The main assertion of Aronson’s talk was that “intelligence is both fragile and malleable”—that is, that it is not fixed at birth, but that certain situations inhibit intelligence while certain habits can increase it. Aronson defined intelligence in this context as “IQ scores, performance in school, verbal fluency,” and so on.

In his discussion of the “fragility of intelligence,” Aronson focused on social factors, such as “interpersonal intimidation“—a reduction of intelligence around certain people—and “threatened belongingness“—the fear of being an outsider. He said that non-white students typically have to deal with social isolation that white students don’t. Additionally, they experience a stereotype threat, where the knowledge of certain stereotypes makes a person more nervous and thus likely to confirm them. In one study, some black and white college students were asked to play mini-golf and told that it was a test of intelligence, while others played after being told that it was a test of natural athletic ability. In the first condition, white students performed significantly better, and in the second, black students did, implying that people’s beliefs in stereotypes radically changed their ability to succeed.

Another study conducted telephone surveys on American women and found that when a male experimenter asked political questions, women did significantly worse than when the experimenter was also female. Thus, Aronson said, the knowledge of a stereotype of lower political intelligence drove women to perform worse on such surveys.

As he moved onto his discussion of actual cases of the ‘stereotype threat’ affecting people’s lives, Aronson cited some remarkable studies. In one, when the Educational Testing Service gave high schoolers an AP Calculus test, half of the students were asked to fill in their gender at the beginning of the test, while half were not asked until the end. In the first case, the control, the standard aptitude gap appeared: men did significantly better than women. But in the second, women actually slightly outperformed the men—their scores increased, while men’s decreased. Being reminded that he’s male can help one student thrive on a test, while for another student, remembering that she’s female hurts her performance.

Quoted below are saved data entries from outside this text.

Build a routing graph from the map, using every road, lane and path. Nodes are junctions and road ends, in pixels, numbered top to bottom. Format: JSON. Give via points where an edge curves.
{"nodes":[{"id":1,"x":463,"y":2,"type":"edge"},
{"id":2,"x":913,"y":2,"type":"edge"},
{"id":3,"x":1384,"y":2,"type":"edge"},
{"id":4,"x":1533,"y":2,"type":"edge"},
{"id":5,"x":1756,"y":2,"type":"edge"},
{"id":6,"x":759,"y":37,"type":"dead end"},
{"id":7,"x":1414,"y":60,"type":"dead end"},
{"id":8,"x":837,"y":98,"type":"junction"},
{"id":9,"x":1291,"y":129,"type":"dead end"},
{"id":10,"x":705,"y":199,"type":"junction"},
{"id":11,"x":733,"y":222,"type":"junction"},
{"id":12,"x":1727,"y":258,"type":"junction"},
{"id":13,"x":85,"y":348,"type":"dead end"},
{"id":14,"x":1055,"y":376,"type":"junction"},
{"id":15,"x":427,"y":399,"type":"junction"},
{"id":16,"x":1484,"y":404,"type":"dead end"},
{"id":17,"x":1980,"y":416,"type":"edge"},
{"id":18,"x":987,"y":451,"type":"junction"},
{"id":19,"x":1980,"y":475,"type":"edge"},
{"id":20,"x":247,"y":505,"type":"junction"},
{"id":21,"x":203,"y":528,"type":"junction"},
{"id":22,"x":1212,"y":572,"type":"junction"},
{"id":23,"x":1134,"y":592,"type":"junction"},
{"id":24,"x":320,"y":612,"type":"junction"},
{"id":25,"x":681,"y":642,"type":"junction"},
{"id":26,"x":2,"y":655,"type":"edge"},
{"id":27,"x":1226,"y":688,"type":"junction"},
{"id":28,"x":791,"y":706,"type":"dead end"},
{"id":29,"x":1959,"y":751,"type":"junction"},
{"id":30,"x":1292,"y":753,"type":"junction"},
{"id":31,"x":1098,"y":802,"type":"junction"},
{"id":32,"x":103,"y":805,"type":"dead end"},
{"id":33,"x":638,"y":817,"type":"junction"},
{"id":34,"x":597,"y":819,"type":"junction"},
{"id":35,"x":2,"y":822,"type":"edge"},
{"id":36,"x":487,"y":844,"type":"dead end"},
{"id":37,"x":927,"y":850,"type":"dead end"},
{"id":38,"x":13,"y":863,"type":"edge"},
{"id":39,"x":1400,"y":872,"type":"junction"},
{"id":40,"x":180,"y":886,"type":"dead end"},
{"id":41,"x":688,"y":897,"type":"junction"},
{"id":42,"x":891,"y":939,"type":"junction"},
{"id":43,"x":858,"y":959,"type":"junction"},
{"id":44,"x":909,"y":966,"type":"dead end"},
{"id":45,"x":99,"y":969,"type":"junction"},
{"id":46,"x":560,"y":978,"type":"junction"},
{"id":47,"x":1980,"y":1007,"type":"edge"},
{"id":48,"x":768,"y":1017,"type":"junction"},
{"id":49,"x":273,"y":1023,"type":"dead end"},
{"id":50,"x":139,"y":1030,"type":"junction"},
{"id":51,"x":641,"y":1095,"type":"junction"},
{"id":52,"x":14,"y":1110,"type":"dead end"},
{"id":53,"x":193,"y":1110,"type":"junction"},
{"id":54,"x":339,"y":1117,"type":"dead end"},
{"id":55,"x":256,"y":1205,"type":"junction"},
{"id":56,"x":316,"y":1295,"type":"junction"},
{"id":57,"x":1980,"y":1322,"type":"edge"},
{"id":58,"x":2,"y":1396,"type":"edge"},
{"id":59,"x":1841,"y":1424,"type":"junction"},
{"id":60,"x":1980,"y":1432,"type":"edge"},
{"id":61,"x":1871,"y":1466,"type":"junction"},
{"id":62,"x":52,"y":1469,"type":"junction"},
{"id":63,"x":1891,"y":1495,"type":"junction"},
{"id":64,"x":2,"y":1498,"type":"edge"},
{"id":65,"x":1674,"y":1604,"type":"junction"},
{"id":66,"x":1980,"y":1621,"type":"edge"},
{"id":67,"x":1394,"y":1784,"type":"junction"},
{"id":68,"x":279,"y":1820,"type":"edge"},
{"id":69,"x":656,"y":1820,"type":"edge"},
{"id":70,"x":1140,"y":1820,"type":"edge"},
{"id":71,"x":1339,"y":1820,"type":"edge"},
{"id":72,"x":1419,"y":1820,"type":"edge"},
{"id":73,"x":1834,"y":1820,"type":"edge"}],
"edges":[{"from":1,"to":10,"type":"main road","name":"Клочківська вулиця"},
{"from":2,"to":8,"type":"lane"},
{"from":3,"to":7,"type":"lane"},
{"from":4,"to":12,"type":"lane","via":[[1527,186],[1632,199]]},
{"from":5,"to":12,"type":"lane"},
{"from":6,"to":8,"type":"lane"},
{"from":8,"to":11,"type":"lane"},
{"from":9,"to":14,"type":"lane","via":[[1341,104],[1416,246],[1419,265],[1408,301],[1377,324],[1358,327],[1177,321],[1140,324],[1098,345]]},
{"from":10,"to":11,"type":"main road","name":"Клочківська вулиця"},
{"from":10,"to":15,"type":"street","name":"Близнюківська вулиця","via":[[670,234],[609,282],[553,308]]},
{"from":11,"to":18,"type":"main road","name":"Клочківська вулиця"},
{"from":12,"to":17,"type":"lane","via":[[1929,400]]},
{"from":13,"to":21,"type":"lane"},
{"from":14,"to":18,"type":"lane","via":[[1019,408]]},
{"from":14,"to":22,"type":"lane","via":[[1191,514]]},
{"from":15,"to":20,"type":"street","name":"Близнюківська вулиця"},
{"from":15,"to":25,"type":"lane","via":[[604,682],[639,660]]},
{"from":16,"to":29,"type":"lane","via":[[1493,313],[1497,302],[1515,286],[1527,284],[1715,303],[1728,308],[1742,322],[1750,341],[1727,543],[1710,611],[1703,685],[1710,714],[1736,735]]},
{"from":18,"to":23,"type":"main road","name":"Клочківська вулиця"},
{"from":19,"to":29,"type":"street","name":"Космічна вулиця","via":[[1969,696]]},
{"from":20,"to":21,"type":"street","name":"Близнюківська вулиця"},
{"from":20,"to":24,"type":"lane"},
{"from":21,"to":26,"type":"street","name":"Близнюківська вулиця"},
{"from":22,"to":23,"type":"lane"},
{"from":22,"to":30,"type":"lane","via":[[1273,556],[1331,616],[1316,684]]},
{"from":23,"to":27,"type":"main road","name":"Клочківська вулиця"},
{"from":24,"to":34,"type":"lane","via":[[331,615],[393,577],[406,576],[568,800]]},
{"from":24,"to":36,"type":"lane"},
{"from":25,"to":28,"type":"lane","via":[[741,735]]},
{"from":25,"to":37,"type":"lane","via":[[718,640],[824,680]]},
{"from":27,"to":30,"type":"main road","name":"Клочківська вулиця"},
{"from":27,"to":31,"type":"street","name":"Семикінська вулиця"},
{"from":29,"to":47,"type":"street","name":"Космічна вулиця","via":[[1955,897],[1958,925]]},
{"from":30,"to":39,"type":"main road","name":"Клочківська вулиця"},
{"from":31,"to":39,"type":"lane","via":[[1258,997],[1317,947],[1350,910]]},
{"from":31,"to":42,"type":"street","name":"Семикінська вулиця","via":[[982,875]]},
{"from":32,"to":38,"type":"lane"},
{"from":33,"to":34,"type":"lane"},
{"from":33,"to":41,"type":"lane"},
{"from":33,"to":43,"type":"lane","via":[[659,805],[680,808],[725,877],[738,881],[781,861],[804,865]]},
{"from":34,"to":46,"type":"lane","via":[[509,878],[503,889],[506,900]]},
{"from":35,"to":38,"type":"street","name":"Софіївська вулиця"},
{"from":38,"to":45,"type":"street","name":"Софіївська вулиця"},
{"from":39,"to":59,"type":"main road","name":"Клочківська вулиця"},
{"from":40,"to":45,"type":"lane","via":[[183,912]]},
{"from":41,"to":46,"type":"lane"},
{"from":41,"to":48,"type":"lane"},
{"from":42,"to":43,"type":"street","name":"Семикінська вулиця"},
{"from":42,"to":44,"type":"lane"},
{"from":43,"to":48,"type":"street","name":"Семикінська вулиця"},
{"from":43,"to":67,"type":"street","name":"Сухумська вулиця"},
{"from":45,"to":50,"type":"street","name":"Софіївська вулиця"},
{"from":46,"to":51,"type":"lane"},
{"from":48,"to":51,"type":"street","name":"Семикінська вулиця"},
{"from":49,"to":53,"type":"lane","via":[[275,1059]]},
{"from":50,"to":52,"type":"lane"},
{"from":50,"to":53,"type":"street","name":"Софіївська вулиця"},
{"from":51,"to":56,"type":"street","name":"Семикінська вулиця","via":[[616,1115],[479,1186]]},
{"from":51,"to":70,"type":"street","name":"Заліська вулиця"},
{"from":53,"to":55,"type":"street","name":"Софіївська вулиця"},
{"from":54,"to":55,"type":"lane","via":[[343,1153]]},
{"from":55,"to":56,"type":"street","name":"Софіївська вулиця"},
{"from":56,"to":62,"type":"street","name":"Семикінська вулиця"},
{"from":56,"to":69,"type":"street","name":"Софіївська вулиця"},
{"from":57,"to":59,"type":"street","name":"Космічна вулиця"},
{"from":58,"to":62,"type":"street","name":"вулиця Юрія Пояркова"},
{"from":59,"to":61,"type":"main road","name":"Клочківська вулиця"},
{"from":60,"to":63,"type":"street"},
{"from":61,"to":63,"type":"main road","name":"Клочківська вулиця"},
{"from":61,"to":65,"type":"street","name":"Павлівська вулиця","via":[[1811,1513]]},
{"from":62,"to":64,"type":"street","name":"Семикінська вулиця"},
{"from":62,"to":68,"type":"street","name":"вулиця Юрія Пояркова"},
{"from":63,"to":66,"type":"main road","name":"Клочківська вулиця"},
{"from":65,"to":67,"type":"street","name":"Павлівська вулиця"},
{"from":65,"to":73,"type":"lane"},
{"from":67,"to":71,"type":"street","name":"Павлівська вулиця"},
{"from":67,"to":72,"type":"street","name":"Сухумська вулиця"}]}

Another study Aronson quoted showed that tests with high stakes are harder on minorities: one California exit exam, previously used only for educational data, became a requirement for graduation. When performing well was important, white students’ scores actually increased from the previous years’ scores, while those of Hispanic and African American students decreased. Asian Americans did better on math, and worse on everything else. All of these studies, Aronson said, confirmed the reality of the stereotype threat: the more important a test is, or the more it’s supposed to reflect the intelligence and abilities of the test-taker, the harder it is for people on the wrong end of a stereotype to thrive.

And how to solve this dilemma? Aronson concluded that a “growth mindset” was the best way to decrease such disparities: when people are coached to see performance as reflecting the amount of practice they’ve put in, rather than their innate intelligence, they do markedly better on standardized tests. Those who are forewarned of the effect of stereotype threat on performance also do much better. Hence, education about this threat is a crucial part of reducing the number of people, especially minorities, psyching themselves out on intelligence tests.

In the end, though, Aronson said it was not all about the tests: “test scores will get better if learning gets better,” he said, and so that should be the first priority.